[Provided material Boundary: Start]

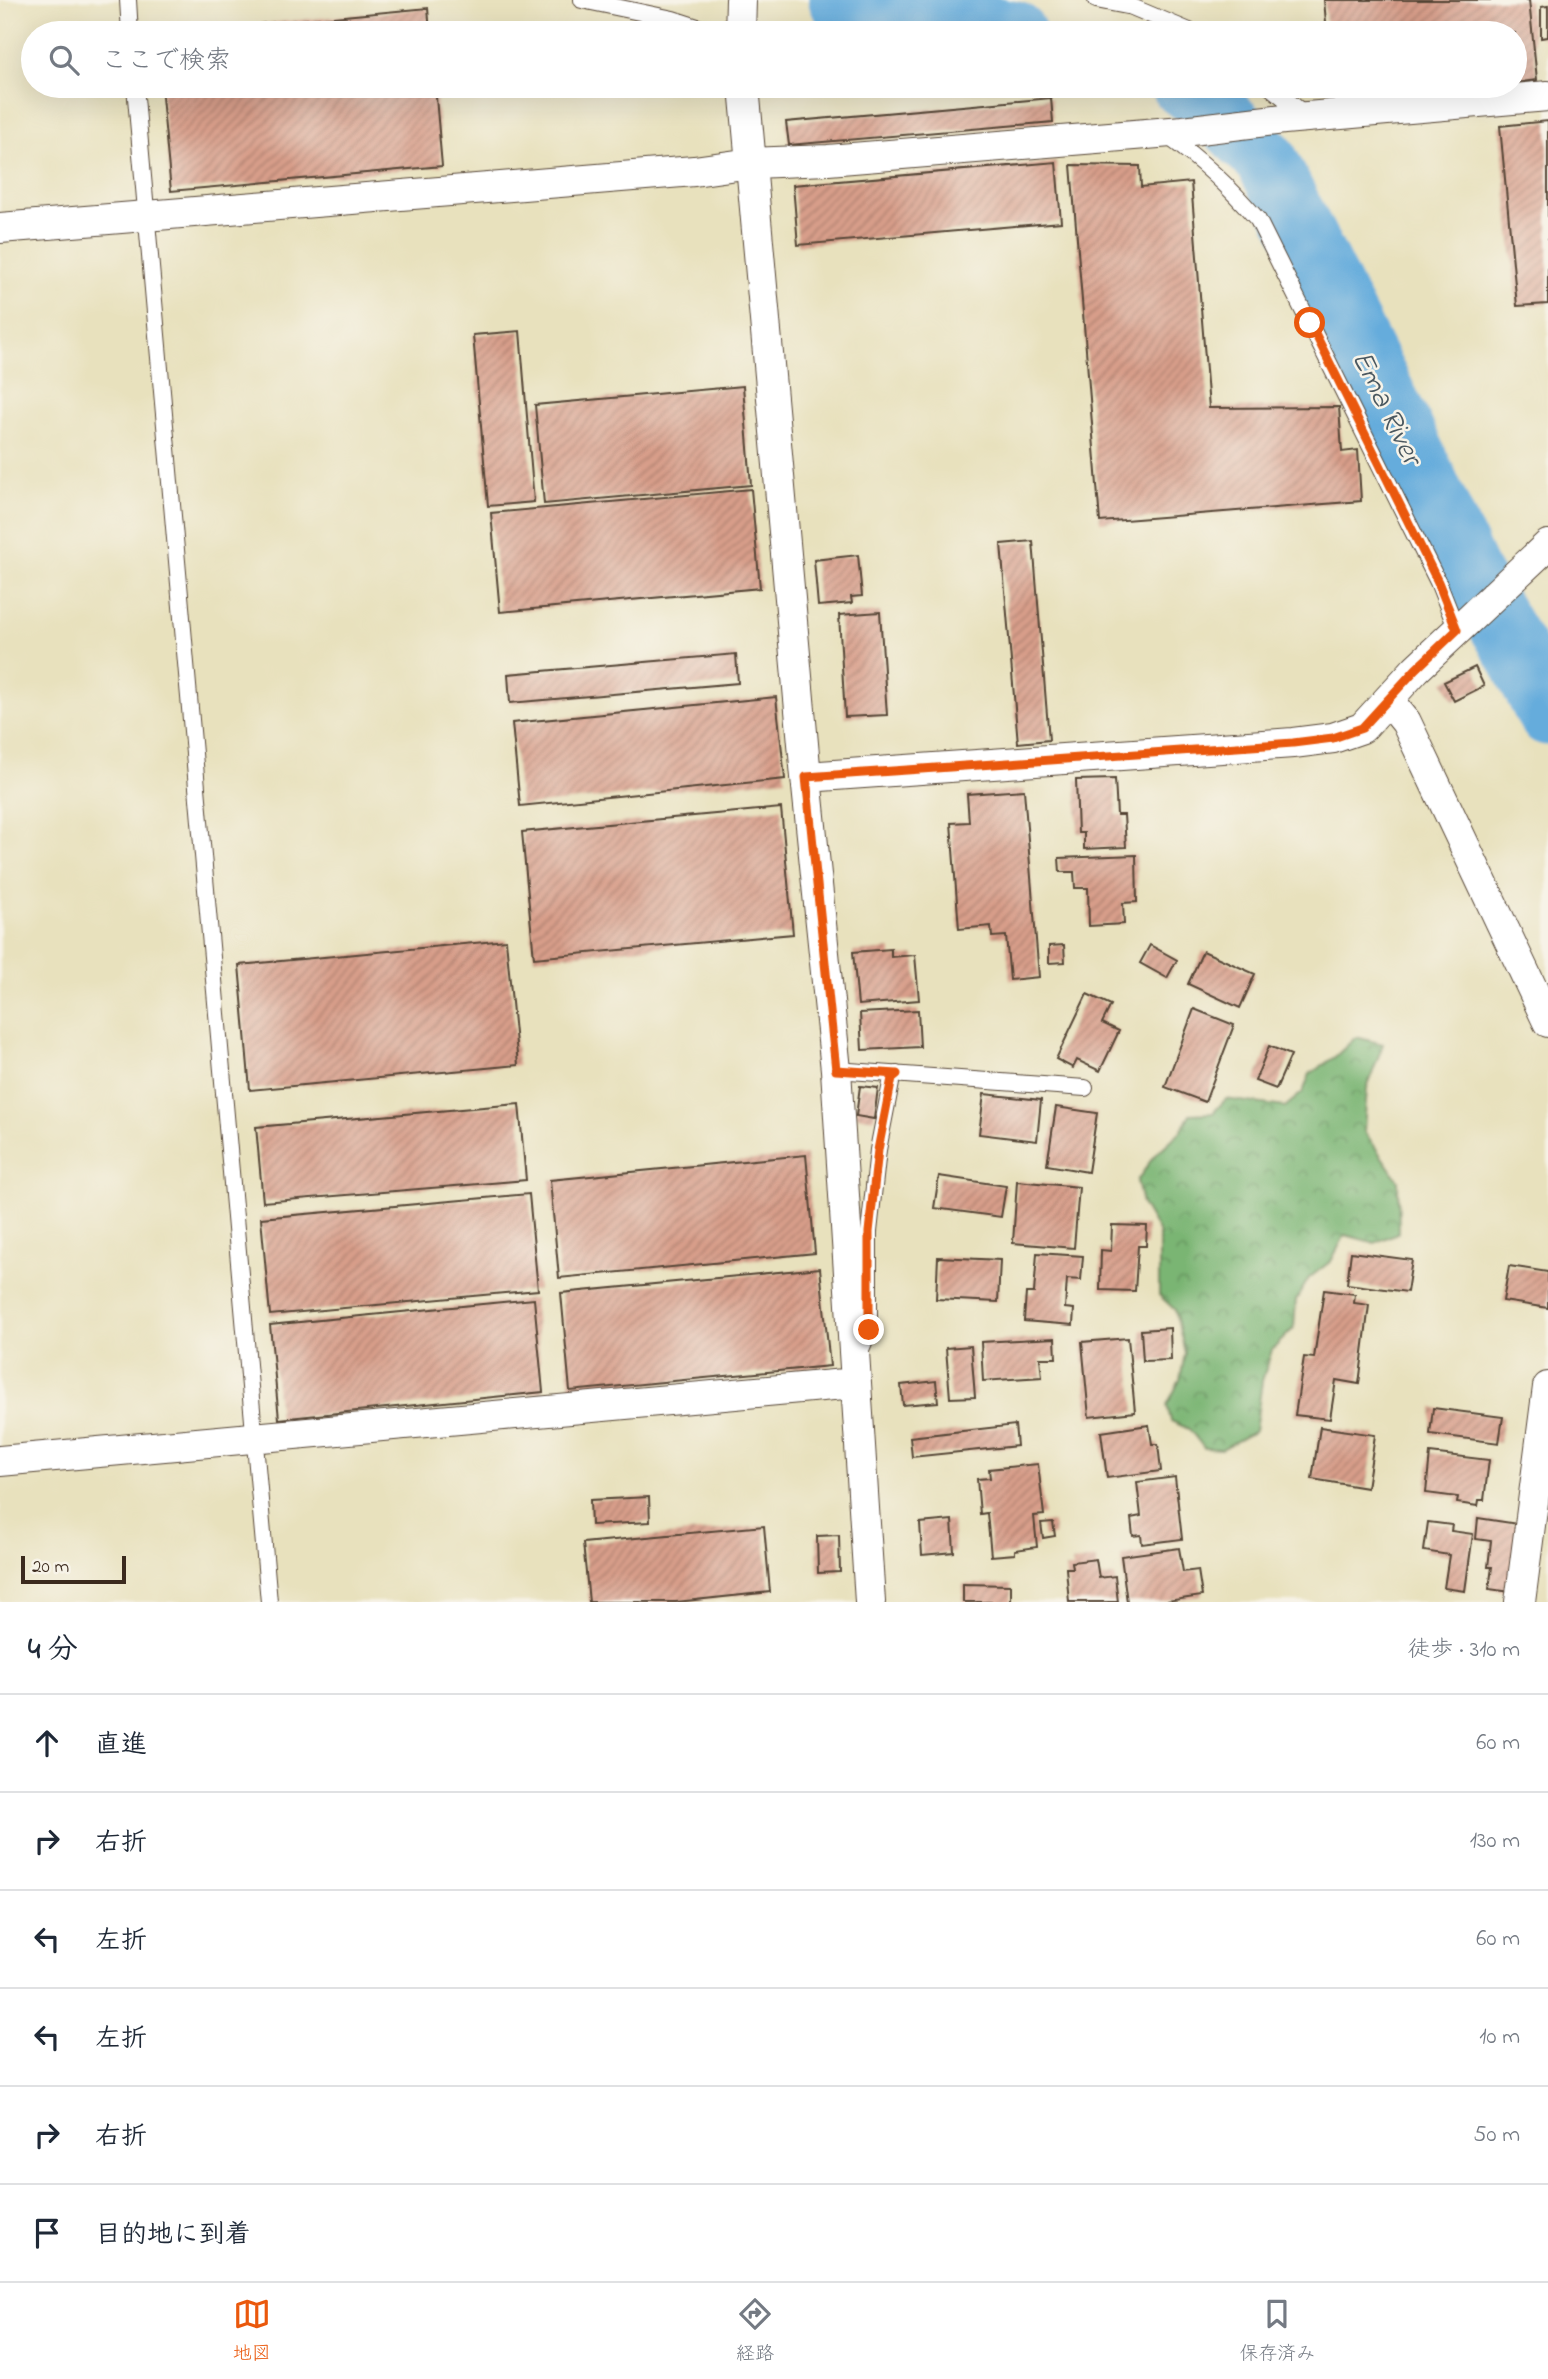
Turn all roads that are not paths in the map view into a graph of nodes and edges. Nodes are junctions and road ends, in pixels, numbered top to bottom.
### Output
1 (128, 0) edge
2 (582, 0) edge
3 (1096, 0) edge
4 (129, 21) edge
5 (679, 21) edge
6 (1165, 21) edge
7 (1548, 96) edge
8 (136, 98) edge
9 (745, 98) edge
10 (1279, 98) edge
11 (1525, 98) edge
12 (1527, 98) edge
13 (1296, 118) junction
14 (1173, 132) junction
15 (751, 163) junction
16 (145, 216) junction
17 (0, 228) edge
18 (1548, 545) edge
19 (1464, 623) junction
20 (1388, 700) junction
21 (806, 777) junction
22 (1548, 1022) edge
23 (836, 1070) junction
24 (897, 1074) junction
25 (1085, 1088) dead end
26 (854, 1376) junction
27 (1548, 1387) edge
28 (254, 1437) junction
29 (0, 1461) edge
30 (269, 1602) edge
31 (870, 1602) edge
32 (1520, 1602) edge

1 - 4 lane
2 - 5 lane
3 - 6 lane
7 - 12 street
8 - 16 lane
9 - 15 street
10 - 13 lane
11 - 13 street
13 - 14 street
14 - 15 street
14 - 19 lane
15 - 16 street
15 - 21 street
16 - 17 street
16 - 28 lane
18 - 19 street
19 - 20 street
20 - 21 street
20 - 22 street
21 - 23 street
23 - 24 lane
23 - 26 street
24 - 25 lane
24 - 26 lane
26 - 28 street
26 - 31 street
27 - 32 street
28 - 29 street
28 - 30 lane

[Provided material Boundary: End]

All lines in the entries above that hold the word "lane" need to be copied.

=== Output ===
1 - 4 lane
2 - 5 lane
3 - 6 lane
8 - 16 lane
10 - 13 lane
14 - 19 lane
16 - 28 lane
23 - 24 lane
24 - 25 lane
24 - 26 lane
28 - 30 lane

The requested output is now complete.